Здесь я на минуту должен отвлечься, чтобы указать, что государство не пассивно. Если оно хочет подвергнуть движение или организацию репрессиям, оно не ждёт предлога, а фабрикует его. «Движение американских индейцев» (AIM) не было насильственной организацией — подавляющее большинство его тактик были мирными, — но его члены не ограничивали себя ненасилием; они практиковали, зачастую успешно, вооружённую самооборону и захват правительственных зданий. Чтобы «оправдать» репрессии против AIM, ФБР сфабриковало «Послания Воинов-Псов», выданные за официальные письма AIM, в которых обсуждался вопрос создания террористических отрядов с целью убийства туристов, фермеров и правительственных чиновников.112 Эти письма были частью общей дезинформационной компании ФБР, сыгравшей ключевую роль в том, чтобы без последствий (для правительства) посадить по фальшивым обвинениям и убить несколько активистов и сторонников AIM. О таких кампаниях ФБР говорит: «Для обоснования обвинения несущественно, реальны ли факты… Разрушение (через СМИ) может быть проведено без обосновывающих его фактов».113 Если в глазах правительства несущественно, совершала или не совершала насилие организация, которая, как они считают, угрожает статусу-кво, почему тогда сторонники ненасилия продолжают настаивать, что правда освободит их?

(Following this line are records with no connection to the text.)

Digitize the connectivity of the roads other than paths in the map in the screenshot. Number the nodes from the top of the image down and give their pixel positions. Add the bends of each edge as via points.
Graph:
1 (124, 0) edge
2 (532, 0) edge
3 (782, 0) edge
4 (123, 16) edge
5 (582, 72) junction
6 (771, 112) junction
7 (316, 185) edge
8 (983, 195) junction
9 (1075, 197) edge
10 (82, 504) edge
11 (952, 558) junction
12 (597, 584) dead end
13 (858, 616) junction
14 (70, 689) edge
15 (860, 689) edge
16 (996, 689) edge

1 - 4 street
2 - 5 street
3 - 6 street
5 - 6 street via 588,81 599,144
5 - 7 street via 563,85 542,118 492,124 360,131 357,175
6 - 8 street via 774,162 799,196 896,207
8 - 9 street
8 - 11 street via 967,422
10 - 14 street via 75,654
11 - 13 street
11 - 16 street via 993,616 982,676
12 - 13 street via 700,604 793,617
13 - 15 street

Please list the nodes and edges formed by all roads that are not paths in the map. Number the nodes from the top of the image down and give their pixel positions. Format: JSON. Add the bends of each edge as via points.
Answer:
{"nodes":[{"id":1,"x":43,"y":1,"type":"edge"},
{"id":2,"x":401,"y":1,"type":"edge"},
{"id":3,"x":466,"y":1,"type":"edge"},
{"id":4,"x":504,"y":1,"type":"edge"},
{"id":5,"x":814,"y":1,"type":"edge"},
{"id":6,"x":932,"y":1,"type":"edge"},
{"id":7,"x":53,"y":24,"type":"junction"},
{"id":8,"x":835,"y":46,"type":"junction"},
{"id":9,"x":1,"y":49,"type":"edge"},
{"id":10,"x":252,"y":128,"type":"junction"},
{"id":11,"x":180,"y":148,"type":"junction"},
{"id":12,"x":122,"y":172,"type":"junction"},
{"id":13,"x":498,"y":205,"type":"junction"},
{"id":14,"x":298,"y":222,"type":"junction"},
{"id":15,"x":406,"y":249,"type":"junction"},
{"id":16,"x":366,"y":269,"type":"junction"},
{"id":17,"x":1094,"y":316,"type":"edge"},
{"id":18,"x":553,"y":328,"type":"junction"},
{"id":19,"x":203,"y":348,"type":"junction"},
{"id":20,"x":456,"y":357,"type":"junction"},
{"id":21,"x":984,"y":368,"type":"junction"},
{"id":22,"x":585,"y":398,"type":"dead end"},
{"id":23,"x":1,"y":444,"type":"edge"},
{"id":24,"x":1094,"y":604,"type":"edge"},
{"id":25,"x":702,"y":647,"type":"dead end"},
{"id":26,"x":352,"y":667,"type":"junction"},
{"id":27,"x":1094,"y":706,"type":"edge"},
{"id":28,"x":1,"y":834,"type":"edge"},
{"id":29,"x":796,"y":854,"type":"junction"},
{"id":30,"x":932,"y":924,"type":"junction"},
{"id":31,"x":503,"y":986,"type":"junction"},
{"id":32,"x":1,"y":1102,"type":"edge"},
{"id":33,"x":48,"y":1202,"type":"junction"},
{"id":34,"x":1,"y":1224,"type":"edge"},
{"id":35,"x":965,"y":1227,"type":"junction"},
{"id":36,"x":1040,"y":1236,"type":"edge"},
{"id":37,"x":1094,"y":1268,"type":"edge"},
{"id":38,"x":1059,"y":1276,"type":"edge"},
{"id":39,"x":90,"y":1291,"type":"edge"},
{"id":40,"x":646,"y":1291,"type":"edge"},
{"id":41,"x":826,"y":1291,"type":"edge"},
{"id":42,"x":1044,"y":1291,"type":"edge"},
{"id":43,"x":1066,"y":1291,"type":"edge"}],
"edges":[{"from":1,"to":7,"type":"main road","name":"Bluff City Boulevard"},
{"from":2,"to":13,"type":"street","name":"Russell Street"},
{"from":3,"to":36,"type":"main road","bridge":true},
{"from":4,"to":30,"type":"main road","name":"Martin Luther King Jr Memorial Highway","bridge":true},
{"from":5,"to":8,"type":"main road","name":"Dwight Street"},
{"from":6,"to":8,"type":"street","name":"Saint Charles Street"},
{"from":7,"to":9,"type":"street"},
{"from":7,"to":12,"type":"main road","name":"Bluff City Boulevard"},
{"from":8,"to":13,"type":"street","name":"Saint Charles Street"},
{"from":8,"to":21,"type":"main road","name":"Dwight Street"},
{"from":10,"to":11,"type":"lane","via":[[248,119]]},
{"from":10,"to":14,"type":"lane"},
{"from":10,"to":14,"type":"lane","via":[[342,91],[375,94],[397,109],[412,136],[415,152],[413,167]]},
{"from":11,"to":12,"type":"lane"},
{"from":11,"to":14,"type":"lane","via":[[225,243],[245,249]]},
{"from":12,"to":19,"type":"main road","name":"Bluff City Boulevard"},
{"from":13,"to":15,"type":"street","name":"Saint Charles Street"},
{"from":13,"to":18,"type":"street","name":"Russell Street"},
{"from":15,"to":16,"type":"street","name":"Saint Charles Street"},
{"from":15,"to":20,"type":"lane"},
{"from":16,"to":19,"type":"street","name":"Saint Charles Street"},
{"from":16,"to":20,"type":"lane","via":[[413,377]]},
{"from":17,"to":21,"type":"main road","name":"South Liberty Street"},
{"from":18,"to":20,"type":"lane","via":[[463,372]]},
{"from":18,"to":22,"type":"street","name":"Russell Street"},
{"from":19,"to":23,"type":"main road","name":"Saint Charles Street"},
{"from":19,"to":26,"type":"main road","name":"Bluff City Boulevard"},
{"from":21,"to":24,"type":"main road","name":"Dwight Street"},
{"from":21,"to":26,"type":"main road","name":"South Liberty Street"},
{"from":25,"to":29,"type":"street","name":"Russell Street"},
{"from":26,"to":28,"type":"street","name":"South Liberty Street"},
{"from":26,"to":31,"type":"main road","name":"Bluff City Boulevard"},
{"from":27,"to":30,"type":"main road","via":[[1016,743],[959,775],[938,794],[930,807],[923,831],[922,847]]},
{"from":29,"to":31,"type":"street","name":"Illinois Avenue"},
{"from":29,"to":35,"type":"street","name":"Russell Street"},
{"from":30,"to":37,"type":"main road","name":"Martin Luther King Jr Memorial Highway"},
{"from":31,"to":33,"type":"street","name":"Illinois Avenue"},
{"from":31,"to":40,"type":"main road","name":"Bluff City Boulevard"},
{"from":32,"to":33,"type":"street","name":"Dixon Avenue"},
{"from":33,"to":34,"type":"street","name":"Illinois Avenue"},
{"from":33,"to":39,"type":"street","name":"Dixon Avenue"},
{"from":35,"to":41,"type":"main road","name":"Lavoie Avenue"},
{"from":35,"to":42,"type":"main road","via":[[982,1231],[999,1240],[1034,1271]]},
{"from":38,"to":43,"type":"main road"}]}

Ранее упомянутая статья в «Nation» требует от всего движения жёсткого следования тактике ненасилия, критикуя отказ другой пацифистской организации открыто осудить активистов, использующих широкий спектр тактик. Автор скорбит: «Конечно, невозможно контролировать действия каждого принимающего участие в демонстрации, но более активные усилия по обеспечению (sic) ненасилия и предотвращения деструктивного поведения возможны и необходимы. Приверженности ненасилию на 95% недостаточно». Вне всякого сомнения, «более активная» приверженность ненасилию означает, что лидеры активистов должны чаще использовать полицию как силу, водворяющую мир (путём ареста «нарушителей спокойствия»). Эта тактика, безусловно, уже не раз применялась пацифистами. Впервые на акции протеста на меня набросились не полицейские, а волонтёр по поддержанию мира, пытавшийся вытеснить меня на край тротуара. В тот момент я с несколькими другими людьми удерживал перекрёсток, чтобы не дать полиции разделить марш и, в потенциале, провести массовый арест меньшей его части. Примечательно, что моё сопротивление лёгким попыткам волонтёра оттеснить меня обратило на меня внимание полиции, наблюдавшей за работой своих заместителей, и мне пришлось нырнуть обратно в толпу, чтобы избежать ареста или большей опасности.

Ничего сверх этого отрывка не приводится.